Which of the following statements is true for risk analysis?

A.
Risk analysis should assume an equal degree of protection for all assets.
B. Risk analysis should give more weight to the likelihood than the size of loss.
C. Risk analysis should limit the scope to a benchmark of similar companies
D. Risk analysis should address the potential size and likelihood of loss.

Correct Answer: D

Explanation:

Explanation:
A risk analysis deals with the potential size and likelihood of loss. A risk analysis involves identifying the most probable threats to an organization and analyzing the related vulnerabilities of the organization to these threats.

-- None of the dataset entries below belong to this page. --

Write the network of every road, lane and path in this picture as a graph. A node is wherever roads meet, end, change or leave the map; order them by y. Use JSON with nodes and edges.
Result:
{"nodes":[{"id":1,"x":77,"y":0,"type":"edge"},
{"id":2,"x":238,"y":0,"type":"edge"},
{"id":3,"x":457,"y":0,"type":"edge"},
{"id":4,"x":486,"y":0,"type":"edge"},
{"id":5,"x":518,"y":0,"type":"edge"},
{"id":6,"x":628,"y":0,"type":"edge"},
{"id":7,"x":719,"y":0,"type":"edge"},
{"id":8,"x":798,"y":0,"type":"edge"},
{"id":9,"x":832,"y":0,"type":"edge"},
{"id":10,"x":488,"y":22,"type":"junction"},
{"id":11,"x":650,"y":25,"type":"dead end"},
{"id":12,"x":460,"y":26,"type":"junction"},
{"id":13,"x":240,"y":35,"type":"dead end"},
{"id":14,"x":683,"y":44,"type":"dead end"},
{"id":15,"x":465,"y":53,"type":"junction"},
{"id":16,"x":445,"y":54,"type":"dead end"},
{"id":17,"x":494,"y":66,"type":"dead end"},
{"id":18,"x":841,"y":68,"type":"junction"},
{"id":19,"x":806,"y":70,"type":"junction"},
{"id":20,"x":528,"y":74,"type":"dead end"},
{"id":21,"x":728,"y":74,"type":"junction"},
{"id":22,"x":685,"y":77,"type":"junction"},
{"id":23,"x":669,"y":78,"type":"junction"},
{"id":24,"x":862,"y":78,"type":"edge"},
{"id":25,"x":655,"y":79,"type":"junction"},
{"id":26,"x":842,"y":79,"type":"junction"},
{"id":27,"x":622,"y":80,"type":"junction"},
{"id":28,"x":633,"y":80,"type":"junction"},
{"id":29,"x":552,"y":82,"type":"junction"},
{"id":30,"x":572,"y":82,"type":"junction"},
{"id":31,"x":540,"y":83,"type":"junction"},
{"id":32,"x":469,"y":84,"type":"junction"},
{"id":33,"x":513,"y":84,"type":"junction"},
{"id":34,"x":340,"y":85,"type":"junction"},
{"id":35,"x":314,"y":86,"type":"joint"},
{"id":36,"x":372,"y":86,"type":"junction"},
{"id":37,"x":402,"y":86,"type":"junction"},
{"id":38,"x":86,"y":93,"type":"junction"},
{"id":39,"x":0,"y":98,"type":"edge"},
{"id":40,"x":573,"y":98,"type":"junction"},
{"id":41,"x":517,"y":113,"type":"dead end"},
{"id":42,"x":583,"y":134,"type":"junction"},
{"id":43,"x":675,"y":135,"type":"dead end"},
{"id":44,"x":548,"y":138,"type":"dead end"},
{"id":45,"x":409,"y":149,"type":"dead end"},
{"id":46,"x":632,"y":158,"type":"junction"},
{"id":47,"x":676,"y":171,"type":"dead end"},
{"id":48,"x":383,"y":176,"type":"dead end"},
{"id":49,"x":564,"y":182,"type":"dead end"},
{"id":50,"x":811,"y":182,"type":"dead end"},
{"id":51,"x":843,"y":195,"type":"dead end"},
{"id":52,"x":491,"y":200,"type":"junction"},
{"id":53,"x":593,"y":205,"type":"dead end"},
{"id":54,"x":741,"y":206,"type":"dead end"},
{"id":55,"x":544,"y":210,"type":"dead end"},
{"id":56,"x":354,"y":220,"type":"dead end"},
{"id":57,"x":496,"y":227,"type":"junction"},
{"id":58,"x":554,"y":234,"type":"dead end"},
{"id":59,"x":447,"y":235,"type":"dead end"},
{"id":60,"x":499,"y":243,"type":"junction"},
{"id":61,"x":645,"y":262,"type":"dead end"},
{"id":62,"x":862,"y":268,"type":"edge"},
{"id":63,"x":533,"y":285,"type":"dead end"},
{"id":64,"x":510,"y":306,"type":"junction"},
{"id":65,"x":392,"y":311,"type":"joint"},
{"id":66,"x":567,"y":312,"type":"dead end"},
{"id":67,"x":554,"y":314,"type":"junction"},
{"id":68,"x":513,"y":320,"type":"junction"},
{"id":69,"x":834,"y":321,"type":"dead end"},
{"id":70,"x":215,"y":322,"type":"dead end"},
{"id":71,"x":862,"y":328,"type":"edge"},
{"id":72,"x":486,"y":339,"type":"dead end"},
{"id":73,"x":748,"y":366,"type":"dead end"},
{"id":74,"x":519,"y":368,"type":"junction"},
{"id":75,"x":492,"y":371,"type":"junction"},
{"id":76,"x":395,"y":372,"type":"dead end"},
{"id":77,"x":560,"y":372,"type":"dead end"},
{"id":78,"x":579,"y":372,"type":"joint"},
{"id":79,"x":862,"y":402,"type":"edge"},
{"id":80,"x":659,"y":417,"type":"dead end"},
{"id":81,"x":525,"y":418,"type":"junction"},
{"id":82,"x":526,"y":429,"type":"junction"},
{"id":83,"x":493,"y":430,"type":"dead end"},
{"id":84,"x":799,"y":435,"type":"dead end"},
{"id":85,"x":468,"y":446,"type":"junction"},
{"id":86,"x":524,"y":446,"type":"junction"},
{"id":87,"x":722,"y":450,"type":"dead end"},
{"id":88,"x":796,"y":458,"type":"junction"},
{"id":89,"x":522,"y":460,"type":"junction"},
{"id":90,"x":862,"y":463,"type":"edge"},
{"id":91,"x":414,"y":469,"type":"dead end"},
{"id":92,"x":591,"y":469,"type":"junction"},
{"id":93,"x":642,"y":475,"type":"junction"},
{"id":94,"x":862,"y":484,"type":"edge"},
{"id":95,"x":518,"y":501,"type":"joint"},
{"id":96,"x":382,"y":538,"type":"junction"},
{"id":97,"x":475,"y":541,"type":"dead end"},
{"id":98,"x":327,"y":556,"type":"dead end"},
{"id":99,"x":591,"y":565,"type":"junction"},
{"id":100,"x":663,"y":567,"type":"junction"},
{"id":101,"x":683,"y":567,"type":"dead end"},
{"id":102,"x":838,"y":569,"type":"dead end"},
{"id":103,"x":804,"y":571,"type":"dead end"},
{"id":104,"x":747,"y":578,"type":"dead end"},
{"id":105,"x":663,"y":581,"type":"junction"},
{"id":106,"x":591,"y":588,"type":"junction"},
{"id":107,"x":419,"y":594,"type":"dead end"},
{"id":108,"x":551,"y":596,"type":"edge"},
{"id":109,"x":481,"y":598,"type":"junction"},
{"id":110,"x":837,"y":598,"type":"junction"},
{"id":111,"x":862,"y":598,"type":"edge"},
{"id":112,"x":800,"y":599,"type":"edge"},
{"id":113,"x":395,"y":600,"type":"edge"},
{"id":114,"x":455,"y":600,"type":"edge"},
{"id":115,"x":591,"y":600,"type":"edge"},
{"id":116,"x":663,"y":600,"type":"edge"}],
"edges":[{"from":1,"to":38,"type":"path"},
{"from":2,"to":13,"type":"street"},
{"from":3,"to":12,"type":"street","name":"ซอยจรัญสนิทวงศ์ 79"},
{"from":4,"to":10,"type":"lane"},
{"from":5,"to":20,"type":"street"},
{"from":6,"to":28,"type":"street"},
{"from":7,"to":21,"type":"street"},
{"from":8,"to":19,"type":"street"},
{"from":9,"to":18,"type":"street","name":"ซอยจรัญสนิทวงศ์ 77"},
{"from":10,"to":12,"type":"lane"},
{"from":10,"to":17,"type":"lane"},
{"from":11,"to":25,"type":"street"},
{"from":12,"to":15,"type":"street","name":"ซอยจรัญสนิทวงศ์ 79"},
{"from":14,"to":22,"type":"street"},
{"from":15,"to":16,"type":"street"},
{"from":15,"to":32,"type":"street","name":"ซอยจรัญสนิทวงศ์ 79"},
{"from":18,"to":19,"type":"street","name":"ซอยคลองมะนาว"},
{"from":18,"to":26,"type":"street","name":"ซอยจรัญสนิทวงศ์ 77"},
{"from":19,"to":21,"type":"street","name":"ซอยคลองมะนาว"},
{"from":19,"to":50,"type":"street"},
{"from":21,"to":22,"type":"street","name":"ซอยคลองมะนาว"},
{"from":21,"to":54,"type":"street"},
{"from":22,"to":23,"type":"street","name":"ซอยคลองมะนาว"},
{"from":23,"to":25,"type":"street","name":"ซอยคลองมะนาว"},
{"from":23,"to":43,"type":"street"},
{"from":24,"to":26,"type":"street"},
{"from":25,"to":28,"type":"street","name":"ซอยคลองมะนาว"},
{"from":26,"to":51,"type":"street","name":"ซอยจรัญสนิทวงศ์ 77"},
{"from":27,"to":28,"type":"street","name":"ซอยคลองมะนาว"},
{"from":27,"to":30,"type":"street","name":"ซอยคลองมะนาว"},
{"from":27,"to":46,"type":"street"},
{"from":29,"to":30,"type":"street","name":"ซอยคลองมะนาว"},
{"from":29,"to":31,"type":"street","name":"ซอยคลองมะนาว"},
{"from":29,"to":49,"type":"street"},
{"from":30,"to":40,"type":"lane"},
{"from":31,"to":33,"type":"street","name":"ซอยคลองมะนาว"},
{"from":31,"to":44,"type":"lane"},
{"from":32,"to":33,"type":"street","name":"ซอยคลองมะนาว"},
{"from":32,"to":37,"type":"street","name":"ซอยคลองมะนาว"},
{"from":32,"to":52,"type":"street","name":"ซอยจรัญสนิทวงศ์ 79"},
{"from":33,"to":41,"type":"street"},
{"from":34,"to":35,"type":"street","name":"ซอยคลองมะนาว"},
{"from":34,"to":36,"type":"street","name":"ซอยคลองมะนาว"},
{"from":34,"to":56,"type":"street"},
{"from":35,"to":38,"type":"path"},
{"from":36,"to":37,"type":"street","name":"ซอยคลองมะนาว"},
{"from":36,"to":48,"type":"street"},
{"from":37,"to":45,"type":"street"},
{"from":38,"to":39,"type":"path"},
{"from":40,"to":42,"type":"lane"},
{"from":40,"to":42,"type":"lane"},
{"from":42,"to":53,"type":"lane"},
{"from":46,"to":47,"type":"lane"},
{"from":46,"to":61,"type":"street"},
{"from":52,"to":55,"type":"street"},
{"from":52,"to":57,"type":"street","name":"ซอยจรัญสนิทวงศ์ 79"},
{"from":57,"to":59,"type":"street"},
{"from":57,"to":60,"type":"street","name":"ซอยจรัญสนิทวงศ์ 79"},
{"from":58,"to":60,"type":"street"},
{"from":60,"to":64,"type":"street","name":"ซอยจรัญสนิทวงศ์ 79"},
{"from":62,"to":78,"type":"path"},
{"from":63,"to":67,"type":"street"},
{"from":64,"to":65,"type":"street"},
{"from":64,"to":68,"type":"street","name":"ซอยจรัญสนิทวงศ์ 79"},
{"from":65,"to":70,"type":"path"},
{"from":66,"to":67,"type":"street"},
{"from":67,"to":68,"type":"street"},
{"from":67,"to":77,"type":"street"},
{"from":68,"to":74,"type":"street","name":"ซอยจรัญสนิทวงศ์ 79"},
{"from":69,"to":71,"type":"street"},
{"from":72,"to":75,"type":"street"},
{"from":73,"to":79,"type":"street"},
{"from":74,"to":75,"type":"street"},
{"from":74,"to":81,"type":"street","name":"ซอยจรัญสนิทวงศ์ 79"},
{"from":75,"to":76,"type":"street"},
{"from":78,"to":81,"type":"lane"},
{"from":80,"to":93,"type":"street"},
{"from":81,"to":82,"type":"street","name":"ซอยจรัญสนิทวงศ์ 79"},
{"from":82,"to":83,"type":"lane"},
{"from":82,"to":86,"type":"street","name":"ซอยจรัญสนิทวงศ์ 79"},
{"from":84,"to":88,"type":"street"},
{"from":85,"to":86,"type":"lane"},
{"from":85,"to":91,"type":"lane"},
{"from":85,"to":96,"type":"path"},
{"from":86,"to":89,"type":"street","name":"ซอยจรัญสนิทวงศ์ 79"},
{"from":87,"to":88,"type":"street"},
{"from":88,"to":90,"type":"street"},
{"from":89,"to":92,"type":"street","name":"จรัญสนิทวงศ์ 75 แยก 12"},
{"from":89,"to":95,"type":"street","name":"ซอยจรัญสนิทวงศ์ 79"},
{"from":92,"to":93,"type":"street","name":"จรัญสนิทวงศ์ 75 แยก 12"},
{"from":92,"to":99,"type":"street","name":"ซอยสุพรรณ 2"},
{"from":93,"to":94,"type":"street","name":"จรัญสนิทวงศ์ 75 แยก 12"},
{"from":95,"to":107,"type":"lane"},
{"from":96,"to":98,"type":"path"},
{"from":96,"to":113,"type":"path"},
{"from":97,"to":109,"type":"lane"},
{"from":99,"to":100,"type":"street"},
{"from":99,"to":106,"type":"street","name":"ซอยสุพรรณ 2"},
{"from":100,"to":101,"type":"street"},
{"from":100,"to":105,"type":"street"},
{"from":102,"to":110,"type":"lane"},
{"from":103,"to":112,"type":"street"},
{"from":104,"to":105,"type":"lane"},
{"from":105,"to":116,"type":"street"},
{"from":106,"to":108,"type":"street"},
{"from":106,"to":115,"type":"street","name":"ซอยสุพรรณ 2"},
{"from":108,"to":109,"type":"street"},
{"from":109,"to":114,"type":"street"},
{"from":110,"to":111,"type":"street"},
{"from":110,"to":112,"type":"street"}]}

A risk from an organizational perspective consists of:

  • Threats to various processes of organization.
  • Threats to physical and information assets.
  • Likelihood and frequency of occurrence from threat.
  • Impact on assets from threat and vulnerability.
  • Risk analysis allows the auditor to do the following tasks :
  • Identify threats and vulnerabilities to the enterprise and its information system.
  • Provide information for evaluation of controls in audit planning.
  • Aids in determining audit objectives.
  • Supporting decision based on risks.

Incorrect Answers:
A: Assuming equal degree of protection would only be rational in the rare event that all the assets are similar in sensitivity and criticality. Hence this is not practiced in risk analysis.
B: Since the likelihood determines the size of the loss, hence both elements must be considered in the calculation.
C: A risk analysis would not normally consider the benchmark of similar companies as providing relevant information other than for comparison purposes.